I’m sorry for rambling – just want you to know that your pain and anger, though unique and indescribable, is similar to mine and you should try to be easier on yourself – easier said than done! I don’t think there are any words to truly comfort at this time, but venting does release some of the emotions, so vent away. Pain like this can never be understood by people who haven’t gone through it themselves, which is why I always turn to this board for answers, affirmation and venting.

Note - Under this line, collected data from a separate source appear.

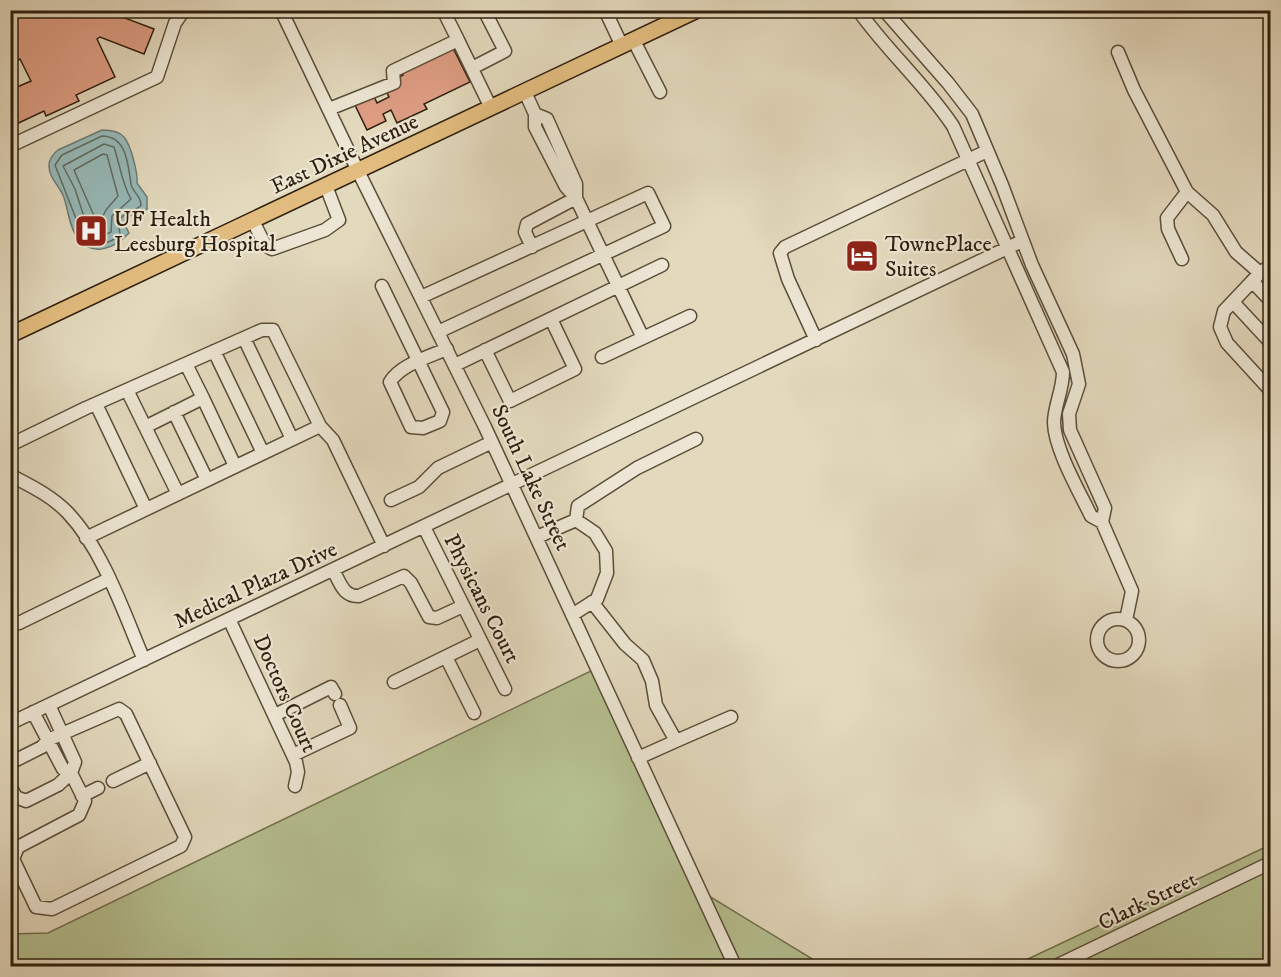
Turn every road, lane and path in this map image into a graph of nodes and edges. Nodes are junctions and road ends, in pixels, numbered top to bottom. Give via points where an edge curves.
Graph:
1 (184, 10) edge
2 (456, 10) edge
3 (484, 10) edge
4 (605, 10) edge
5 (697, 10) edge
6 (858, 10) edge
7 (884, 10) edge
8 (287, 12) edge
9 (458, 40) junction
10 (628, 43) junction
11 (919, 50) junction
12 (1118, 52) dead end
13 (896, 59) junction
14 (472, 68) junction
15 (525, 92) junction
16 (660, 92) dead end
17 (491, 108) junction
18 (329, 110) junction
19 (10, 146) edge
20 (987, 151) junction
21 (968, 160) junction
22 (358, 171) junction
23 (326, 186) junction
24 (1187, 192) junction
25 (576, 198) junction
26 (253, 221) junction
27 (587, 222) junction
28 (1023, 241) junction
29 (532, 247) junction
30 (1008, 247) junction
31 (603, 254) junction
32 (1182, 259) dead end
33 (662, 265) dead end
34 (1261, 273) edge
35 (382, 286) dead end
36 (617, 286) junction
37 (421, 297) junction
38 (1270, 300) edge
39 (1233, 302) junction
40 (690, 316) dead end
41 (551, 319) junction
42 (438, 333) junction
43 (10, 335) edge
44 (1065, 336) junction
45 (244, 338) junction
46 (643, 338) junction
47 (816, 340) junction
48 (1270, 342) edge
49 (1050, 343) junction
50 (447, 349) junction
51 (485, 350) junction
52 (214, 351) junction
53 (602, 357) dead end
54 (419, 362) junction
55 (186, 364) junction
56 (455, 365) junction
57 (127, 390) junction
58 (1270, 390) edge
59 (203, 398) junction
60 (96, 404) junction
61 (174, 412) junction
62 (145, 426) junction
63 (320, 426) junction
64 (292, 439) junction
65 (696, 440) dead end
66 (492, 442) junction
67 (10, 445) edge
68 (263, 453) junction
69 (1079, 453) junction
70 (1066, 460) junction
71 (235, 466) junction
72 (10, 475) edge
73 (207, 480) junction
74 (513, 485) junction
75 (178, 494) junction
76 (391, 501) dead end
77 (146, 509) junction
78 (576, 520) junction
79 (1102, 522) junction
80 (424, 527) junction
81 (537, 537) junction
82 (86, 538) junction
83 (384, 546) junction
84 (333, 570) junction
85 (109, 579) junction
86 (592, 602) junction
87 (463, 606) junction
88 (572, 615) junction
89 (229, 619) junction
90 (1126, 620) dead end
91 (19, 623) dead end
92 (480, 640) junction
93 (446, 657) junction
94 (144, 660) junction
95 (394, 682) dead end
96 (505, 688) dead end
97 (49, 705) junction
98 (33, 712) junction
99 (474, 713) dead end
100 (274, 715) junction
101 (731, 717) dead end
102 (15, 721) dead end
103 (62, 734) junction
104 (48, 740) junction
105 (676, 741) junction
106 (293, 755) junction
107 (638, 758) junction
108 (10, 763) edge
109 (150, 763) junction
110 (71, 773) junction
111 (113, 781) dead end
112 (10, 786) edge
113 (295, 786) dead end
114 (98, 788) dead end
115 (82, 796) junction
116 (1270, 863) edge
117 (735, 966) edge
118 (1059, 966) edge

1 - 19 street via 175,23 157,77
2 - 9 street via 446,16
3 - 14 street via 505,51
4 - 10 street
5 - 10 main road, East Dixie Avenue
6 - 13 street
7 - 11 street
8 - 18 street, South Lake Street
9 - 14 street
9 - 18 street via 393,71 394,83
10 - 15 main road, East Dixie Avenue
10 - 16 street
11 - 13 street
11 - 20 street via 972,114
12 - 24 street
13 - 21 street via 935,100 953,126
14 - 17 street
15 - 17 main road, East Dixie Avenue
15 - 25 street via 535,114 535,127 562,168 566,188
17 - 22 main road, East Dixie Avenue
18 - 22 street, South Lake Street
20 - 21 street
20 - 28 street
21 - 30 street
21 - 47 street via 785,247 780,253 788,279
22 - 23 main road, East Dixie Avenue
22 - 37 street, South Lake Street
23 - 26 main road, East Dixie Avenue
23 - 26 street via 339,220 325,230 272,249 265,245
24 - 32 street via 1167,218
24 - 34 street via 1213,215 1236,252
25 - 27 street
25 - 29 street via 527,224 525,229
26 - 43 main road, East Dixie Avenue
27 - 29 street
27 - 31 street
27 - 31 street via 648,193 664,226
28 - 30 street, Medical Plaza Drive
28 - 44 street
29 - 37 street
30 - 47 street, Medical Plaza Drive
30 - 49 street
31 - 36 street
31 - 42 street
33 - 36 street
34 - 38 street
34 - 39 street
35 - 54 street
36 - 41 street
36 - 46 street
37 - 42 street, South Lake Street
39 - 48 street
39 - 58 street via 1224,311 1220,327 1227,342
40 - 46 street
41 - 51 street
41 - 51 street via 575,369 532,390 510,400
42 - 50 street, South Lake Street
44 - 49 street
44 - 69 street via 1078,368 1079,384 1069,414 1070,430
45 - 52 street
45 - 63 street via 273,330
45 - 64 street
46 - 53 street
47 - 74 street, Medical Plaza Drive
49 - 70 street via 1063,372 1054,420 1055,436
50 - 54 street
50 - 56 street, South Lake Street
51 - 56 street
52 - 55 street
52 - 68 street
54 - 54 street via 395,373 390,382 411,427 423,428 440,422 443,412
55 - 57 street
55 - 59 street
56 - 66 street, South Lake Street
57 - 60 street
57 - 62 street
59 - 61 street
59 - 71 street
60 - 67 street
60 - 77 street
61 - 62 street
61 - 73 street
62 - 75 street
63 - 64 street
63 - 83 street via 333,440
64 - 68 street
65 - 78 street via 595,493 578,506
66 - 74 street, South Lake Street
66 - 76 street via 438,468 419,487
68 - 71 street
69 - 70 street
69 - 79 street via 1106,508
70 - 79 street via 1091,516
71 - 73 street
72 - 82 street via 56,502
73 - 75 street
74 - 80 street, Medical Plaza Drive
74 - 81 street, South Lake Street
75 - 77 street
77 - 82 street
78 - 81 street
78 - 86 street via 595,533 606,551 608,573
79 - 90 street via 1132,591
80 - 83 street, Medical Plaza Drive
80 - 87 street, Physicans Court
81 - 88 street, South Lake Street
82 - 85 street
83 - 84 street, Medical Plaza Drive
84 - 87 street via 344,591 352,596 404,576 429,617 437,618
84 - 89 street, Medical Plaza Drive
85 - 91 street
85 - 94 street
86 - 88 street
86 - 105 street via 643,660 656,705
87 - 92 street, Physicans Court
88 - 107 street, South Lake Street
89 - 94 street, Medical Plaza Drive
89 - 100 street, Doctors Court
92 - 93 street
92 - 96 street, Physicans Court
93 - 95 street
93 - 99 street
94 - 97 street, Medical Plaza Drive
97 - 98 street, Medical Plaza Drive
97 - 103 street
98 - 102 street, Medical Plaza Drive
98 - 104 street
100 - 106 street, Doctors Court
100 - 106 street via 331,687 338,700 350,728
101 - 105 street
103 - 104 street
103 - 109 street via 119,709 126,714
103 - 110 street via 75,762
104 - 108 street
104 - 110 street via 63,769
105 - 107 street
106 - 113 street, Doctors Court via 298,772
107 - 117 street, South Lake Street
109 - 111 street
109 - 115 street via 185,837 181,846 52,909 36,907 13,859 18,847 80,815 85,801
110 - 112 street via 58,785 26,801 16,797
110 - 115 street
114 - 115 street
116 - 118 street, Clark Street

I wish you peace and eventual relief from at least some of your anguish-
JoyceOctober 11, 2007 at 10:50 pm #17278thecdrMember
Jules, I am so sorry and all I can do is send you a < <<<<
and tell you that it is OK to be angry, it is your right and privilege. CANCER SUCKS!!!! period, end of story. It is evil, it is a thief, it is a murderer. God bless you and your dad, how blessed you both are to STILL have each other, even if only in spirit. As I tell my son, even when I am gone, I am still his mom and he is still my son, because we hold each other in our hearts forever.October 11, 2007 at 10:39 pm #770julesParticipant
I lost my Dad on 23rd September. The only way I have been able to function is by pretending that he hasn’t gone. Infact I can’t believe fully that he has, it just doesn’t seem possible. At times the pain is absolutely unbearable, I have tortured myself thinking – should we have done this differently, should he have taken this drug – stopped that treatment and tried something else…maybe he would still be here now? He relied on me to help him research and decide his treatment options, did I let him down? – I feel like I have failed him.
I cannot stop thinking about the last weeks, how much it tore me apart to see him so weak, so thin. I just wanted to scream, at times I have felt so angry at this stupid sodding cancer. I resent the way that it took over, dominated over lives and left my Dad so depressed and fearful. I am now left feeling that I can only relate to others who have experienced something similar. I shy away from people who I feel will just say something that will upset me or make me angry. I feel angry that this cancer is overlooked and that here in the UK we are reliant on charitable donations to fund vital research projects into this disease. I want to look into this further and I am approaching cancer reasearch uk to establish the levels of government funding. Just how reliant are we on fun runs and charity shops? – cancer is wrecking lives, conquering this disease should be a government priority. I don’t want my dad to be another statistic. I have lost my best friend, I have never felt love like it. He was everything to me and my world feels shattered without him in it.